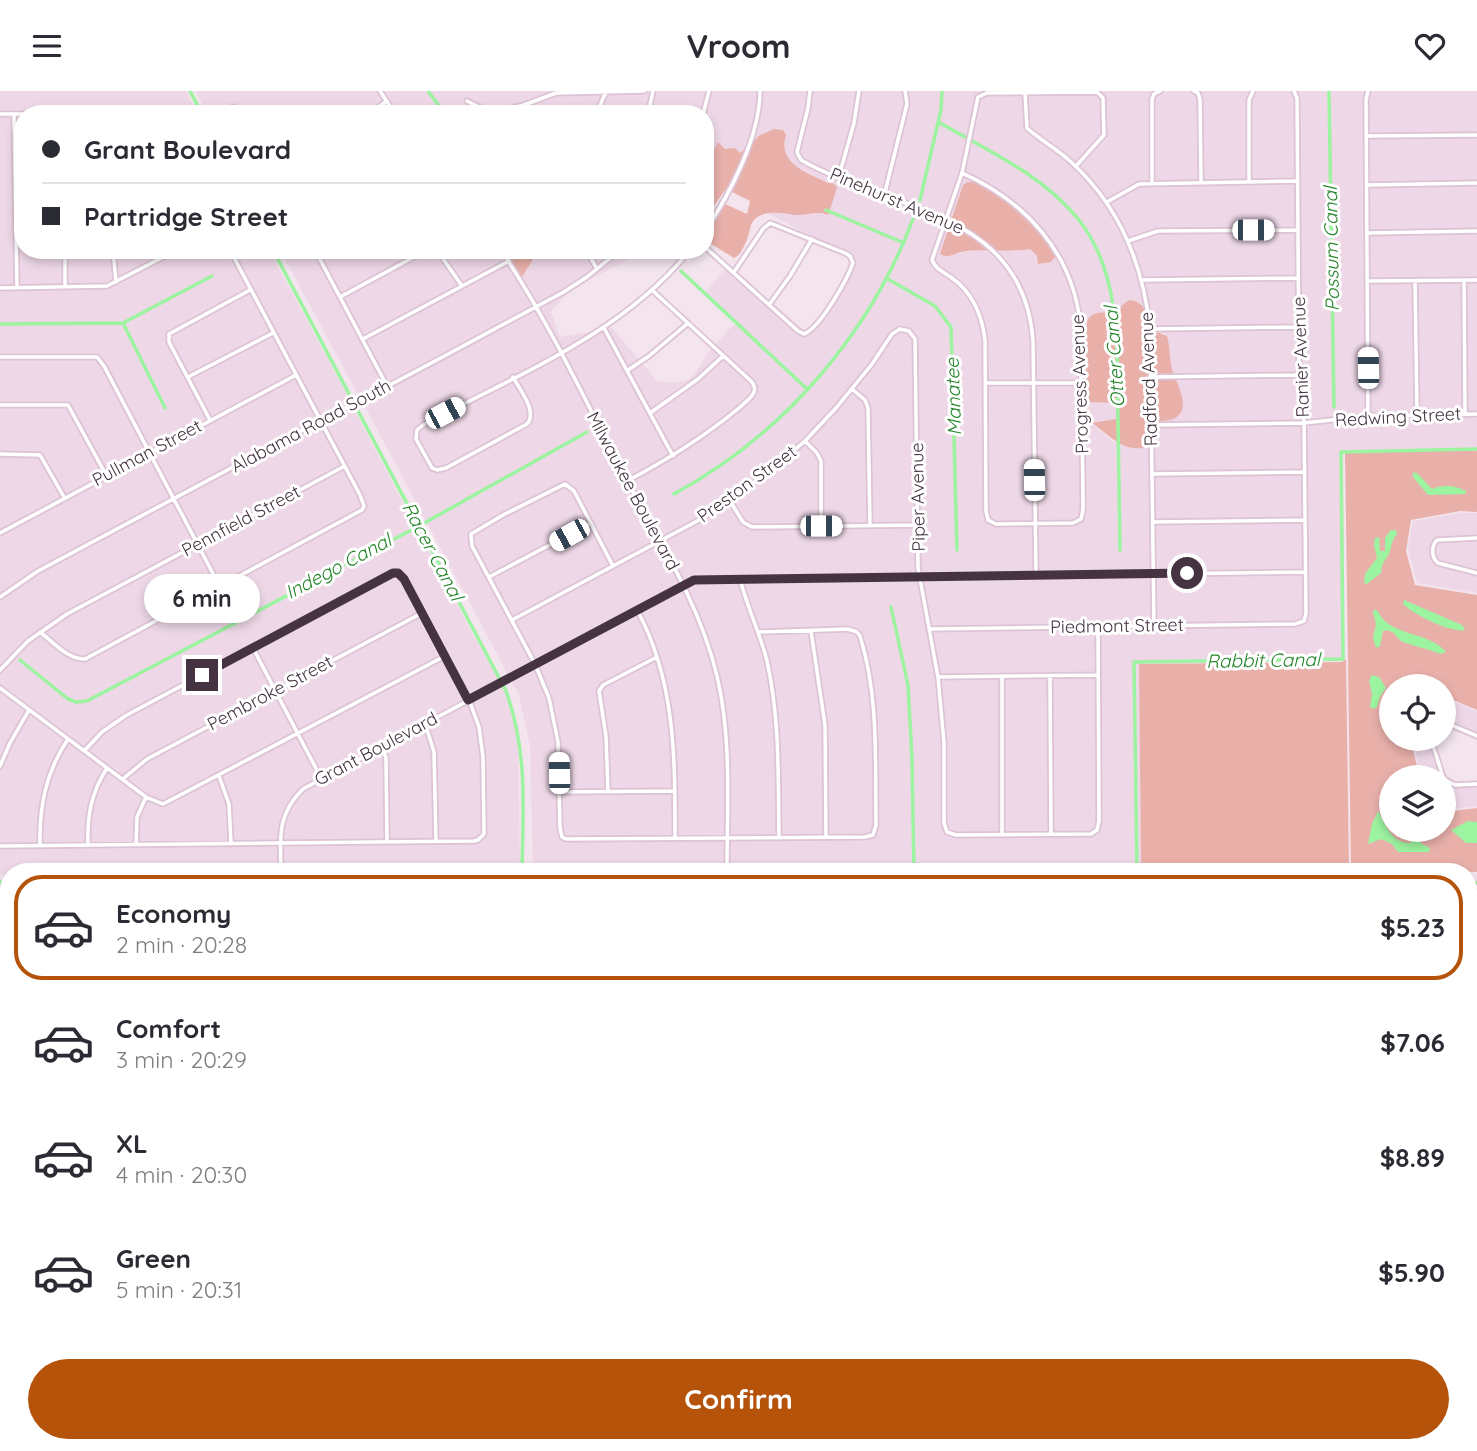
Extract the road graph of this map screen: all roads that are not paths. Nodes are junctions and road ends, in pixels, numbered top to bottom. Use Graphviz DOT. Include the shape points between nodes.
graph roads {
  1 [pos="380,91"];
  2 [pos="644,91"];
  3 [pos="760,91"];
  4 [pos="810,91"];
  5 [pos="859,91"];
  6 [pos="905,91"];
  7 [pos="1160,91"];
  8 [pos="1368,91"];
  9 [pos="606,92"];
  10 [pos="1196,92"];
  11 [pos="1252,92"];
  12 [pos="1294,92"];
  13 [pos="1026,93"];
  14 [pos="387,101"];
  15 [pos="467,101"];
  16 [pos="381,105"];
  17 [pos="389,105"];
  18 [pos="476,105"];
  19 [pos="524,105"];
  20 [pos="0,114"];
  21 [pos="14,114"];
  22 [pos="1477,135"];
  23 [pos="1366,137"];
  24 [pos="1076,166"];
  25 [pos="962,173"];
  26 [pos="839,176"];
  27 [pos="1298,181"];
  28 [pos="1249,182"];
  29 [pos="1152,183"];
  30 [pos="1201,183"];
  31 [pos="1477,183"];
  32 [pos="1366,185"];
  33 [pos="884,196"];
  34 [pos="1107,202"];
  35 [pos="714,214"];
  36 [pos="948,221"];
  37 [pos="1298,230"];
  38 [pos="1477,231"];
  39 [pos="1367,233"];
  40 [pos="812,239"];
  41 [pos="1128,241"];
  42 [pos="714,255"];
  43 [pos="16,259"];
  44 [pos="65,259"];
  45 [pos="114,259"];
  46 [pos="160,259"];
  47 [pos="235,259"];
  48 [pos="320,259"];
  49 [pos="410,259"];
  50 [pos="444,259"];
  51 [pos="591,259"];
  52 [pos="609,259"];
  53 [pos="682,259"];
  54 [pos="509,261"];
  55 [pos="597,269"];
  56 [pos="734,272"];
  57 [pos="1298,278"];
  58 [pos="1142,280"];
  59 [pos="1464,280"];
  60 [pos="1477,280"];
  61 [pos="1367,281"];
  62 [pos="1415,281"];
  63 [pos="116,282"];
  64 [pos="463,286"];
  65 [pos="65,287"];
  66 [pos="0,288"];
  67 [pos="17,288"];
  68 [pos="250,289"];
  69 [pos="653,291"];
  70 [pos="340,297"];
  71 [pos="769,305"];
  72 [pos="535,307"];
  73 [pos="687,324"];
  74 [pos="1299,327"];
  75 [pos="604,328"];
  76 [pos="1150,328"];
  77 [pos="909,331"];
  78 [pos="273,333"];
  79 [pos="363,339"];
  80 [pos="559,352"];
  81 [pos="723,356"];
  82 [pos="0,357"];
  83 [pos="628,370"];
  84 [pos="296,375"];
  85 [pos="1299,375"];
  86 [pos="187,377"];
  87 [pos="513,377"];
  88 [pos="1151,377"];
  89 [pos="985,383"];
  90 [pos="1033,383"];
  91 [pos="1081,383"];
  92 [pos="387,386"];
  93 [pos="852,389"];
  94 [pos="0,405"];
  95 [pos="650,413"];
  96 [pos="1465,414"];
  97 [pos="1477,414"];
  98 [pos="1417,415"];
  99 [pos="1368,416"];
  100 [pos="210,421"];
  101 [pos="320,421"];
  102 [pos="1304,423"];
  103 [pos="1151,425"];
  104 [pos="805,441"];
  105 [pos="150,452"];
  106 [pos="0,454"];
  107 [pos="673,456"];
  108 [pos="344,466"];
  109 [pos="1305,472"];
  110 [pos="1152,474"];
  111 [pos="106,475"];
  112 [pos="627,481"];
  113 [pos="64,497"];
  114 [pos="174,499"];
  115 [pos="730,501"];
  116 [pos="1305,520"];
  117 [pos="1152,522"];
  118 [pos="591,523"];
  119 [pos="1035,524"];
  120 [pos="917,525"];
  121 [pos="821,526"];
  122 [pos="870,526"];
  123 [pos="0,533"];
  124 [pos="1477,538"];
  125 [pos="660,541"];
  126 [pos="198,544"];
  127 [pos="613,566"];
  128 [pos="1306,572"];
  129 [pos="1477,573"];
  130 [pos="1153,574"];
  131 [pos="1036,575"];
  132 [pos="489,577"];
  133 [pos="919,577"];
  134 [pos="740,579"];
  135 [pos="683,586"];
  136 [pos="220,587"];
  137 [pos="0,597"];
  138 [pos="637,610"];
  139 [pos="422,613"];
  140 [pos="512,620"];
  141 [pos="1304,621"];
  142 [pos="1154,626"];
  143 [pos="1098,627"];
  144 [pos="929,629"];
  145 [pos="811,631"];
  146 [pos="40,632"];
  147 [pos="759,632"];
  148 [pos="253,648"];
  149 [pos="444,656"];
  150 [pos="657,657"];
  151 [pos="535,664"];
  152 [pos="0,670"];
  153 [pos="1098,675"];
  154 [pos="1002,676"];
  155 [pos="1050,676"];
  156 [pos="938,677"];
  157 [pos="0,688"];
  158 [pos="275,690"];
  159 [pos="468,700"];
  160 [pos="29,710"];
  161 [pos="425,723"];
  162 [pos="1456,727"];
  163 [pos="299,733"];
  164 [pos="1477,736"];
  165 [pos="68,740"];
  166 [pos="382,746"];
  167 [pos="85,750"];
  168 [pos="0,766"];
  169 [pos="107,768"];
  170 [pos="219,776"];
  171 [pos="321,778"];
  172 [pos="124,779"];
  173 [pos="1477,783"];
  174 [pos="1456,785"];
  175 [pos="608,791"];
  176 [pos="675,791"];
  177 [pos="559,792"];
  178 [pos="146,797"];
  179 [pos="1051,834"];
  180 [pos="1002,835"];
  181 [pos="827,837"];
  182 [pos="727,838"];
  183 [pos="779,838"];
  184 [pos="675,839"];
  185 [pos="436,841"];
  186 [pos="387,842"];
  187 [pos="281,843"];
  188 [pos="231,844"];
  189 [pos="88,845"];
  190 [pos="136,845"];
  191 [pos="0,846"];
  192 [pos="40,846"];
  193 [pos="281,863"];
  194 [pos="727,863"];
  1 -- 14 [label="street"];
  2 -- 9 [label="street"];
  3 -- 35 [label="street" via="741,165"];
  4 -- 26 [label="street, Pinehurst Avenue" via="798,156"];
  5 -- 26 [label="street"];
  6 -- 33 [label="street" via="905,116"];
  7 -- 29 [label="street" via="1154,94 1152,105"];
  8 -- 23 [label="street"];
  9 -- 19 [label="street" via="556,93"];
  10 -- 30 [label="street"];
  11 -- 28 [label="street"];
  12 -- 27 [label="street, Ranier Avenue"];
  13 -- 24 [label="street, Radford Avenue" via="1027,128"];
  13 -- 24 [label="street" via="1101,95 1104,135"];
  13 -- 25 [label="street" via="978,97"];
  14 -- 16 [label="street"];
  14 -- 17 [label="street"];
  15 -- 18 [label="street"];
  20 -- 21 [label="street"];
  22 -- 23 [label="street"];
  23 -- 32 [label="street"];
  24 -- 34 [label="street, Radford Avenue"];
  25 -- 36 [label="street"];
  25 -- 91 [label="street, Progress Avenue" via="1021,209 1060,258 1078,310"];
  26 -- 33 [label="street, Pinehurst Avenue"];
  27 -- 28 [label="street"];
  27 -- 37 [label="street, Ranier Avenue"];
  28 -- 30 [label="street"];
  29 -- 30 [label="street"];
  29 -- 34 [label="street" via="1135,184"];
  31 -- 32 [label="street"];
  32 -- 39 [label="street"];
  33 -- 36 [label="street, Pinehurst Avenue"];
  34 -- 41 [label="street, Radford Avenue"];
  36 -- 89 [label="street" via="933,264 961,285 978,310 984,331"];
  36 -- 90 [label="street, Pinehurst Avenue" via="989,245 1018,282 1031,318"];
  37 -- 41 [label="street" via="1158,231"];
  37 -- 57 [label="street, Ranier Avenue"];
  38 -- 39 [label="street"];
  39 -- 61 [label="street"];
  40 -- 56 [label="street" via="770,223"];
  40 -- 71 [label="street"];
  40 -- 71 [label="street" via="852,260 829,305 804,334"];
  41 -- 58 [label="street, Radford Avenue"];
  42 -- 56 [label="street"];
  43 -- 67 [label="street"];
  44 -- 65 [label="street"];
  45 -- 63 [label="street"];
  46 -- 63 [label="street"];
  47 -- 68 [label="street"];
  48 -- 70 [label="street"];
  49 -- 70 [label="street"];
  50 -- 64 [label="street"];
  51 -- 55 [label="street"];
  52 -- 55 [label="street, Alabama Road South"];
  53 -- 69 [label="street"];
  54 -- 64 [label="street"];
  54 -- 72 [label="street, Milwaukee Boulevard"];
  55 -- 72 [label="street, Alabama Road South"];
  56 -- 71 [label="street"];
  57 -- 58 [label="street"];
  57 -- 74 [label="street, Ranier Avenue"];
  58 -- 76 [label="street, Radford Avenue"];
  59 -- 60 [label="street"];
  59 -- 62 [label="street"];
  59 -- 96 [label="street"];
  61 -- 62 [label="street"];
  61 -- 99 [label="street"];
  62 -- 98 [label="street"];
  63 -- 65 [label="street"];
  64 -- 79 [label="street"];
  65 -- 67 [label="street"];
  66 -- 67 [label="street"];
  68 -- 78 [label="street"];
  68 -- 86 [label="street" via="169,334"];
  69 -- 73 [label="street"];
  69 -- 75 [label="street"];
  70 -- 79 [label="street"];
  72 -- 80 [label="street, Milwaukee Boulevard"];
  72 -- 92 [label="street, Alabama Road South"];
  73 -- 81 [label="street"];
  73 -- 83 [label="street"];
  74 -- 76 [label="street"];
  74 -- 85 [label="street, Ranier Avenue"];
  75 -- 80 [label="street"];
  75 -- 83 [label="street"];
  76 -- 88 [label="street, Radford Avenue"];
  77 -- 93 [label="street, Preston Street" via="897,330"];
  77 -- 120 [label="street, Piper Avenue" via="916,344"];
  78 -- 84 [label="street"];
  78 -- 86 [label="street"];
  79 -- 92 [label="street"];
  80 -- 87 [label="street"];
  80 -- 112 [label="street, Milwaukee Boulevard"];
  81 -- 95 [label="street"];
  81 -- 107 [label="street" via="752,382 754,394"];
  82 -- 105 [label="street" via="96,357"];
  83 -- 95 [label="street"];
  84 -- 100 [label="street, Pullman Street"];
  84 -- 101 [label="street"];
  85 -- 88 [label="street"];
  85 -- 102 [label="street, Ranier Avenue"];
  86 -- 100 [label="street"];
  87 -- 87 [label="street" via="532,417 527,424 450,466 437,470 429,465 415,433"];
  88 -- 103 [label="street, Radford Avenue"];
  89 -- 90 [label="street"];
  89 -- 119 [label="street" via="988,520"];
  90 -- 91 [label="street"];
  90 -- 119 [label="street, Pinehurst Avenue"];
  91 -- 119 [label="street, Progress Avenue" via="1081,519"];
  92 -- 101 [label="street, Alabama Road South"];
  93 -- 104 [label="street, Preston Street"];
  93 -- 122 [label="street" via="868,408"];
  94 -- 111 [label="street" via="68,405"];
  95 -- 107 [label="street"];
  96 -- 97 [label="street, Redwing Street"];
  96 -- 98 [label="street, Redwing Street"];
  98 -- 99 [label="street, Redwing Street"];
  99 -- 102 [label="street, Redwing Street"];
  100 -- 105 [label="street, Pullman Street"];
  101 -- 108 [label="street"];
  101 -- 114 [label="street, Alabama Road South"];
  102 -- 103 [label="street, Redwing Street"];
  102 -- 109 [label="street, Ranier Avenue"];
  103 -- 110 [label="street, Radford Avenue"];
  104 -- 115 [label="street, Preston Street"];
  104 -- 121 [label="street" via="821,461"];
  105 -- 111 [label="street, Pullman Street"];
  105 -- 114 [label="street"];
  106 -- 113 [label="street" via="40,455"];
  107 -- 112 [label="street"];
  108 -- 126 [label="street, Pennfield Street"];
  108 -- 136 [label="street" via="363,502 362,510"];
  109 -- 110 [label="street"];
  109 -- 116 [label="street, Ranier Avenue"];
  110 -- 117 [label="street, Radford Avenue"];
  111 -- 113 [label="street, Pullman Street"];
  112 -- 125 [label="street, Milwaukee Boulevard"];
  113 -- 123 [label="street, Pullman Street"];
  114 -- 126 [label="street"];
  114 -- 137 [label="street, Alabama Road South" via="38,571"];
  115 -- 121 [label="street" via="747,526"];
  115 -- 125 [label="street, Preston Street"];
  116 -- 117 [label="street"];
  116 -- 128 [label="street, Ranier Avenue"];
  117 -- 130 [label="street, Radford Avenue"];
  118 -- 127 [label="street"];
  118 -- 132 [label="street"];
  118 -- 132 [label="street" via="574,491 565,484 482,526 471,534 470,541"];
  119 -- 131 [label="street, Pinehurst Avenue"];
  120 -- 122 [label="street"];
  120 -- 133 [label="street, Piper Avenue"];
  121 -- 122 [label="street"];
  124 -- 129 [label="street" via="1437,540 1433,551 1438,563"];
  125 -- 127 [label="street, Preston Street"];
  125 -- 135 [label="street, Milwaukee Boulevard"];
  126 -- 136 [label="street"];
  126 -- 146 [label="street, Pennfield Street"];
  127 -- 140 [label="street, Preston Street"];
  128 -- 130 [label="street, Grant Boulevard"];
  128 -- 141 [label="street, Ranier Avenue"];
  130 -- 131 [label="street, Grant Boulevard"];
  130 -- 142 [label="street, Radford Avenue"];
  131 -- 133 [label="street, Grant Boulevard"];
  132 -- 140 [label="street"];
  133 -- 134 [label="street, Grant Boulevard"];
  133 -- 144 [label="street, Piper Avenue"];
  134 -- 135 [label="street, Grant Boulevard" via="698,580"];
  134 -- 147 [label="street"];
  135 -- 138 [label="street, Grant Boulevard"];
  135 -- 182 [label="street, Milwaukee Boulevard" via="708,643 722,700"];
  136 -- 146 [label="street" via="79,660"];
  138 -- 150 [label="street"];
  138 -- 151 [label="street, Grant Boulevard"];
  139 -- 148 [label="street" via="398,573"];
  139 -- 149 [label="street"];
  139 -- 158 [label="street, Pembroke Street"];
  140 -- 151 [label="street"];
  141 -- 142 [label="street, Piedmont Street"];
  142 -- 143 [label="street, Piedmont Street"];
  143 -- 144 [label="street, Piedmont Street"];
  143 -- 153 [label="street"];
  144 -- 156 [label="street, Piper Avenue"];
  145 -- 147 [label="street"];
  145 -- 181 [label="street" via="825,725"];
  145 -- 181 [label="street" via="858,632 874,725 873,835"];
  146 -- 152 [label="street, Pennfield Street"];
  147 -- 183 [label="street" via="777,724"];
  148 -- 158 [label="street"];
  148 -- 167 [label="street" via="118,720"];
  149 -- 159 [label="street"];
  149 -- 163 [label="street"];
  150 -- 175 [label="street" via="599,691"];
  150 -- 176 [label="street" via="671,717"];
  151 -- 159 [label="street, Grant Boulevard"];
  151 -- 177 [label="street" via="554,716"];
  153 -- 155 [label="street"];
  153 -- 179 [label="street" via="1097,830"];
  154 -- 155 [label="street"];
  154 -- 156 [label="street"];
  154 -- 180 [label="street"];
  155 -- 179 [label="street"];
  156 -- 180 [label="street, Piper Avenue" via="947,832"];
  157 -- 160 [label="street"];
  158 -- 163 [label="street"];
  158 -- 172 [label="street, Pembroke Street" via="147,759"];
  159 -- 161 [label="street, Grant Boulevard"];
  159 -- 185 [label="street" via="482,741 484,834 478,840"];
  160 -- 165 [label="street"];
  160 -- 168 [label="street"];
  161 -- 166 [label="street, Grant Boulevard"];
  161 -- 185 [label="street" via="435,752"];
  162 -- 164 [label="street"];
  163 -- 170 [label="street"];
  163 -- 171 [label="street"];
  165 -- 167 [label="street"];
  165 -- 192 [label="street" via="44,791"];
  166 -- 171 [label="street, Grant Boulevard"];
  166 -- 186 [label="street"];
  167 -- 169 [label="street"];
  169 -- 172 [label="street"];
  169 -- 189 [label="street" via="91,801"];
  170 -- 178 [label="street" via="163,804"];
  170 -- 188 [label="street" via="229,804"];
  171 -- 187 [label="street, Grant Boulevard" via="290,803"];
  172 -- 178 [label="street"];
  173 -- 174 [label="street"];
  175 -- 176 [label="street"];
  175 -- 177 [label="street"];
  176 -- 184 [label="street"];
  177 -- 184 [label="street" via="562,837"];
  178 -- 190 [label="street" via="137,817"];
  179 -- 180 [label="street"];
  181 -- 183 [label="street"];
  182 -- 183 [label="street"];
  182 -- 184 [label="street"];
  182 -- 194 [label="street, Milwaukee Boulevard"];
  185 -- 186 [label="street"];
  186 -- 187 [label="street"];
  187 -- 188 [label="street"];
  187 -- 193 [label="street, Grant Boulevard"];
  188 -- 190 [label="street"];
  189 -- 190 [label="street"];
  189 -- 192 [label="street"];
  191 -- 192 [label="street"];
}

__WHAT THE EXERCISE ASKS__. Say how many lines of the material contain the word "Redwing", with no other text.

__SOLUTION FOR THIS PROBLEM__. 5